Si parla di GLENN TIPTON, uno dei chitarristi hard rock e heavy metal più sottovalutati di sempre, un tipo che unisce una tecnica molto evoluta ad un gusto per il fraseggio epico e lirico davvero di prima fila. Velocità e tocco. La storica lead guitar dei Judas Priest, band il cui contributo nel panorama hard non è certo secondo a nessuno.
E si parla, udite udite, di JOHN ENTWISTLE, nessun bisogno di presentazioni eh, probabilmente il miglior bassista rock di tutti i tempi che formava con Keith Moon LA sezione ritmica degli Who. Quel-la se-zio-ne rit-mi-ca.
Se a questi due unite anche il mitico COZY POWELL alla batteria (ha suonato in più gruppi lui che le maglie vestite da Bobo Vieri) e l’altrettanto noto DON AIREY alle tastiere è evidente che siamo di fronte ad un supergruppo della madonna.
Dopo la partecipazione ad un lavoro solista di Tipton nel 1996 (Baptism of Fire), nel 2007 fu assemblato questo bellissimo album postumo, alla memoria dei due grandissimi Entwisle e Powell (Airey che si tocca i maroni è ancora vivo e attivo grazie a Dio). Nessuna operazione “pelosa” da parte di Glenn, visto che tutti i ricavati andarono al Teenage Cancer Trust.
EDGE OF THE WORLD è il titolo di questo lavoro sospeso nell’aere e mai troppo pubblicizzato.
In esso si respirano le tipiche arie metal dei Priest ma con una maggiore propensione al lirismo e con qualche accenno di prog (Tipton è infatti da sempre l’ala “epica” dei Judas, lasciando a KK Downing l’onere delle partiture più selvagge) che portano la band sui territori di Rush, Michael Shenker e perfino qualche accenno di Yes.
Non è un lavoro rivoluzionario ovviamente.
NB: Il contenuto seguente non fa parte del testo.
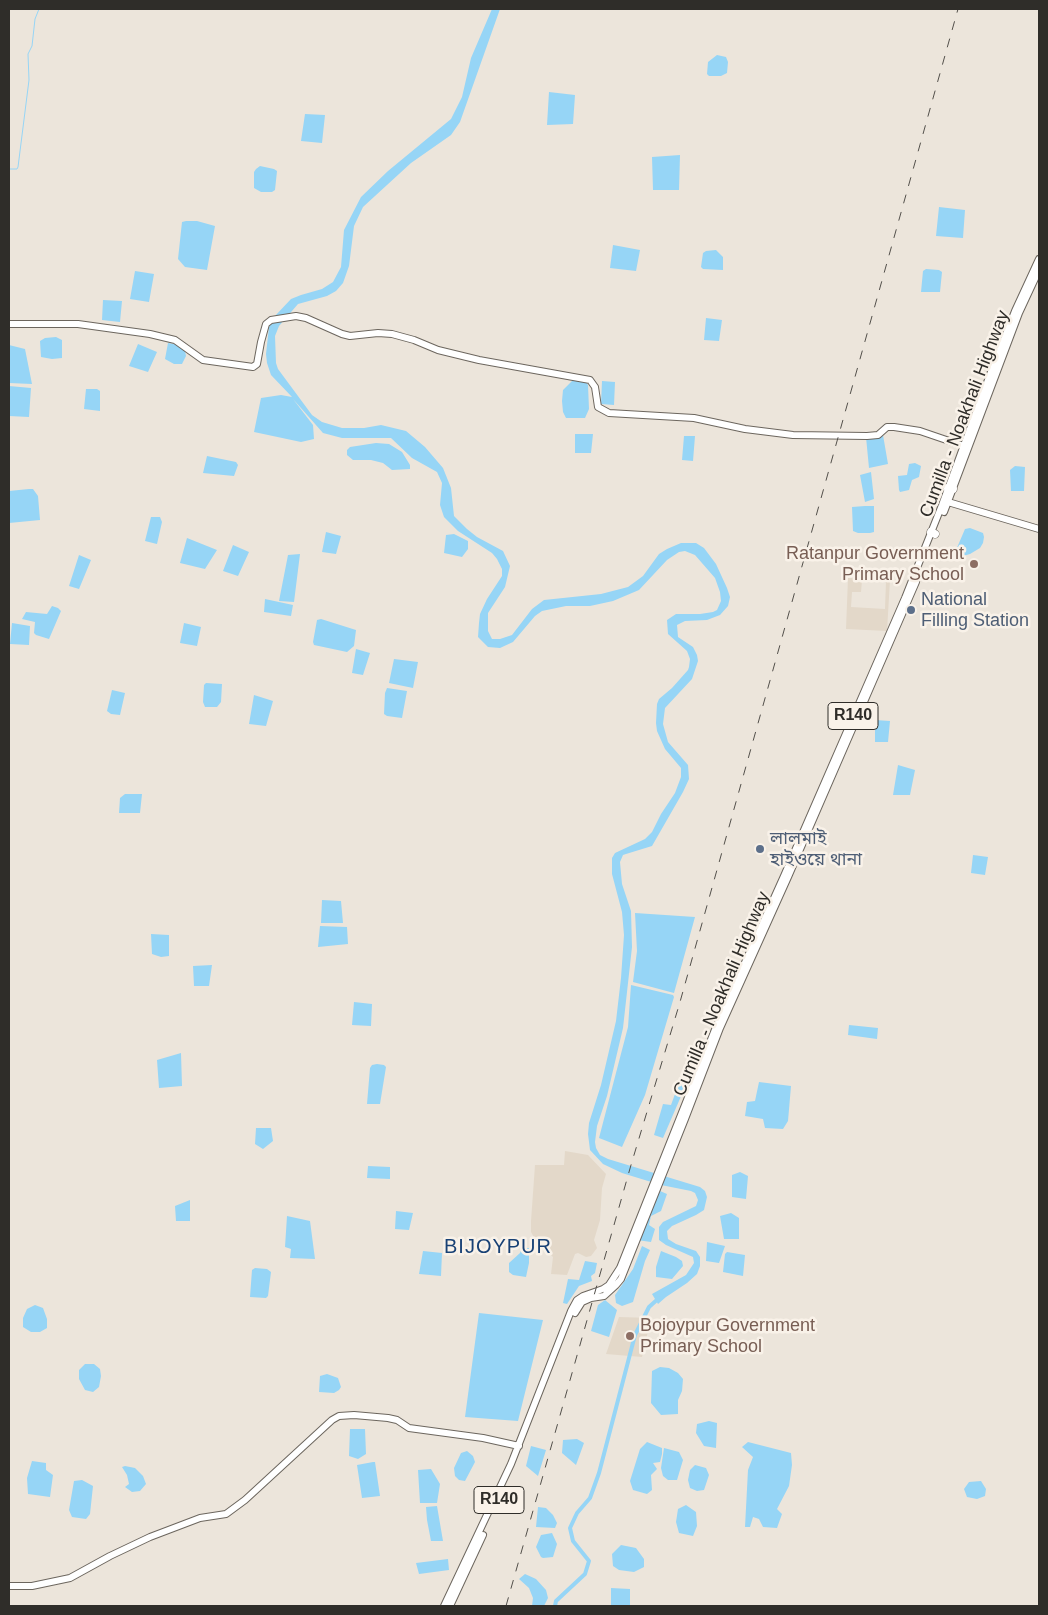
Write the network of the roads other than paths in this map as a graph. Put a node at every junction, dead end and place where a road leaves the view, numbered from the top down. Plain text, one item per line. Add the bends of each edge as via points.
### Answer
1 (1039, 259) edge
2 (1039, 270) edge
3 (9, 324) edge
4 (964, 446) junction
5 (951, 489) junction
6 (948, 502) junction
7 (1039, 529) edge
8 (933, 533) junction
9 (574, 1309) junction
10 (519, 1446) junction
11 (471, 1555) junction
12 (9, 1586) edge
13 (444, 1606) edge
14 (450, 1606) edge

1 - 4 main road, R140 via 1015,311
2 - 5 main road, Cumilla - Noakhali Highway / R140
3 - 4 main road via 78,324 156,335 175,340 203,360 253,367 257,364 266,324 271,320 306,318 350,336 392,334 479,360 590,380 594,383 598,407 609,413 694,418 793,435 867,436 878,435 894,427
4 - 5 main road, R140
5 - 6 main road, Cumilla - Noakhali Highway / R140
5 - 8 main road, R140
6 - 7 main road
6 - 8 main road, Cumilla - Noakhali Highway / R140
8 - 9 main road, R140 via 737,986 716,1027 621,1279 604,1296 585,1300
9 - 10 main road, R140
9 - 11 main road, R140 via 511,1476
10 - 11 main road, R140
10 - 12 main road via 409,1428 388,1418 338,1416 232,1511 200,1518 150,1537 70,1578 32,1586
11 - 13 main road, R140
11 - 14 main road, R140

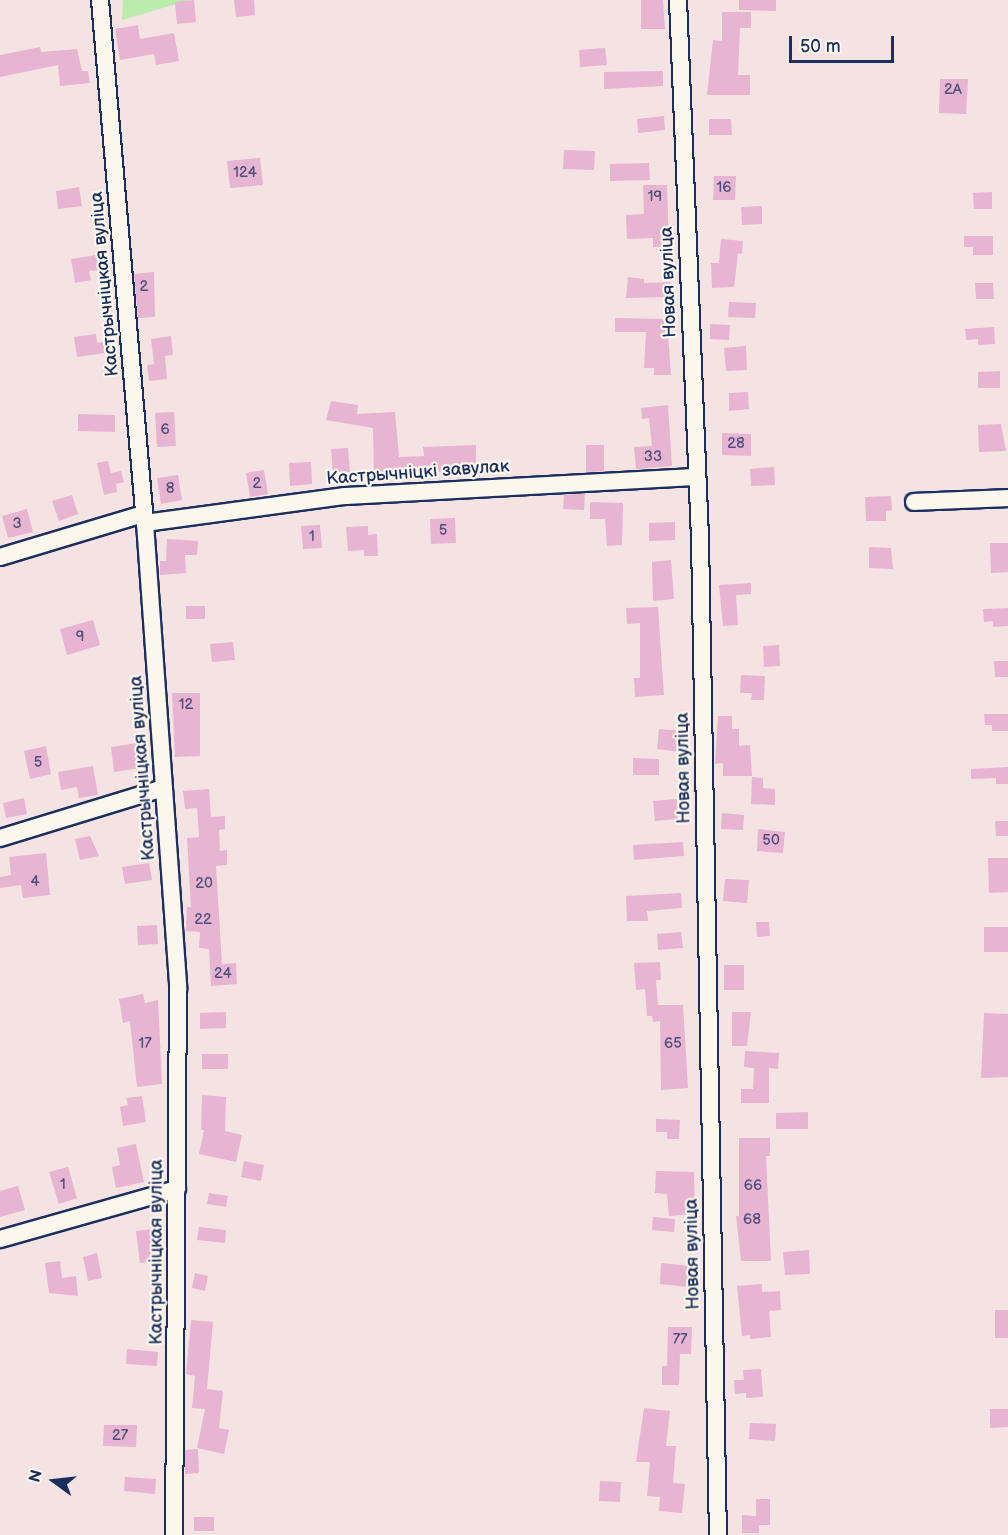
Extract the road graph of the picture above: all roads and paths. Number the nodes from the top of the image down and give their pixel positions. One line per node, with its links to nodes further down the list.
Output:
1 (100, 0): 6 (street, Кастрычніцкая вуліца)
2 (678, 0): 3 (street, Новая вуліца)
3 (695, 477): 6 (street, Кастрычніцкі завулак); 13 (street, Новая вуліца)
4 (1008, 498): 5 (street)
5 (914, 502)
6 (144, 518): 7 (street, Кастрычніцкі завулак); 8 (street, Кастрычніцкая вуліца)
7 (0, 557)
8 (164, 788): 9 (street); 10 (street, Кастрычніцкая вуліца)
9 (0, 838)
10 (177, 1189): 11 (street); 12 (street, Кастрычніцкая вуліца)
11 (0, 1239)
12 (174, 1535)
13 (718, 1535)

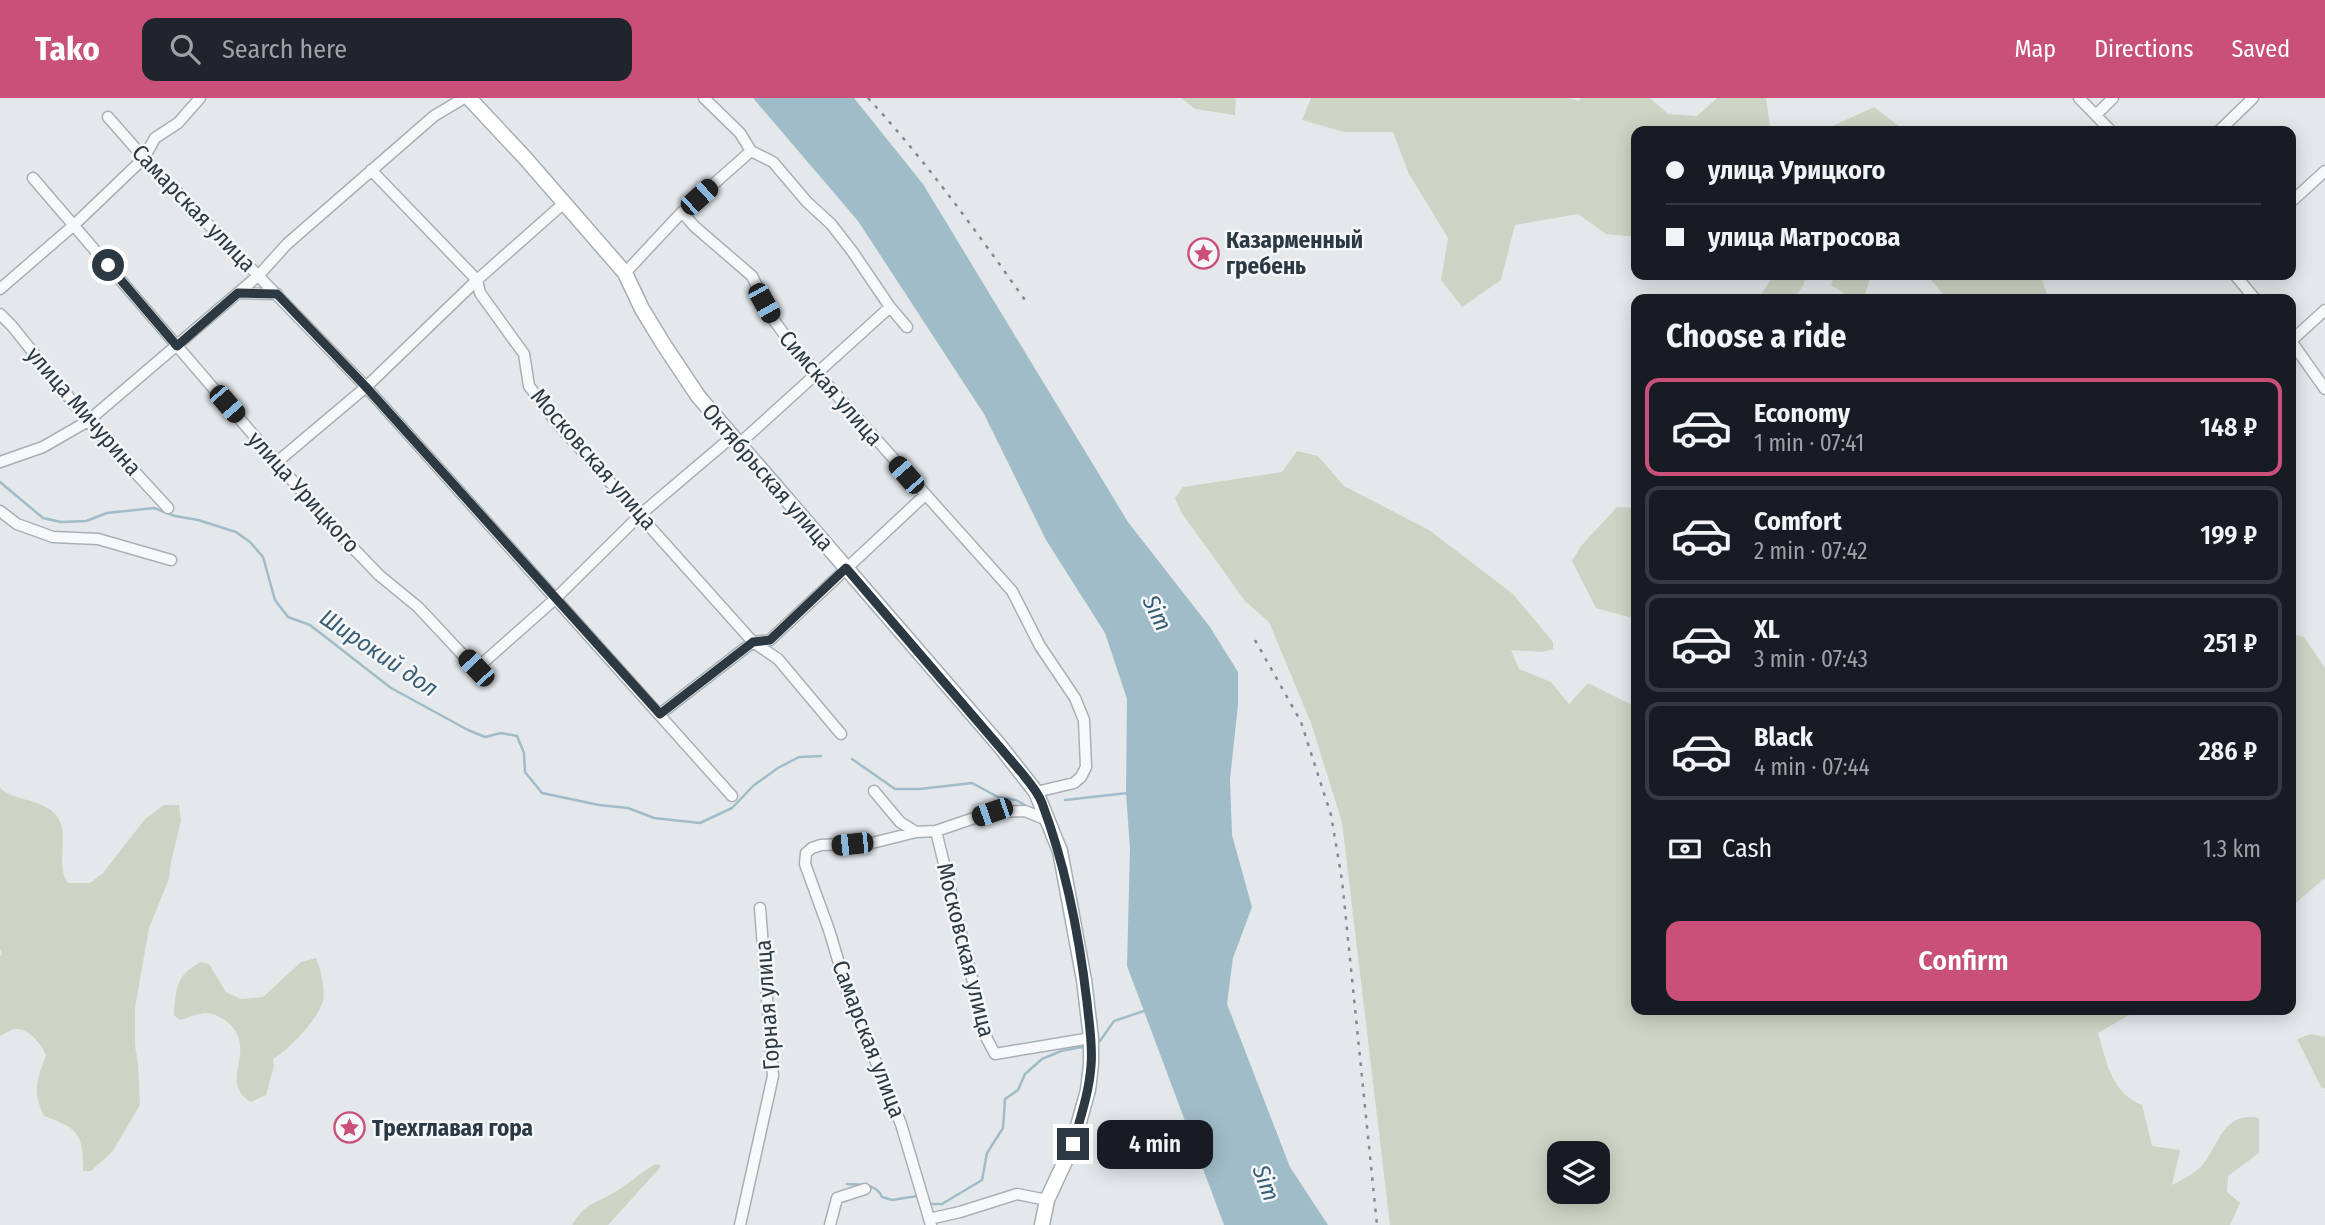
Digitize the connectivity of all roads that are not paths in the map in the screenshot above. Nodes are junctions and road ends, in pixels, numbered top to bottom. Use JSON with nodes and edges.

Però si tratta di un tipo di collaborazione inusuale e fuori dagli schemi tra amici, che poteva diventare un'avventura più seria se solo la sorte fosse stata meno malevola.
Ma in tempi in cui tutti si scandalizzano per Lulu mi pareva giusto ricordare che non siamo di fronte a un mai-visto-prima. Per non parlare della vecchia collaborazione (anni 80) tra Lou Reed a Ace Frehley….ma questa è un’altra storia un altro post un altro racconto.

domenica 4 dicembre 2011

The Black Keys - Lonely Boy


Sono notoriamente una testa dura, come molti nella blogosfera possono confermare, e tendo a non fidarmi delle "novità".
Diciamo che devo prima metabolizzarle poi darmi un pò di tempo per cercare di capire se possono durare valutare soppesare confrontare rimuginare sfanculare reazionare poi tornare per capire per sentire per provare a farmele piacere davvero.
I BLACK KEYS ci ho messo un quattro/cinque anni a digerirli (loro sono in giro da dieci ma io sono lento come un bradipo...e poi quella cacchio di formazione monca).
Direi che con l'ultimo recente EL CAMINO e con questo strepitoso pezzo finalmente hanno fatto breccia.
Sono probabilmente quanto di meglio possa offrire in questo momento il panorama rock.
Senza essere odiosamente indie, senza essere maldestramente mainstream.
Sono semplicemente là e spaccano il culo (ps il tizio che balla è troppo bello per essere vero).
Per i pochissimi che, più (indo)lenti del sottoscritto, ancora non li conoscessero, fateci un giro.
Chitarra, batteria e via andare: Daniel Auerbach e Patrick Carney da Akron (Ohio), una città che è conosciuta solo per i musicisti e per la Goodyear.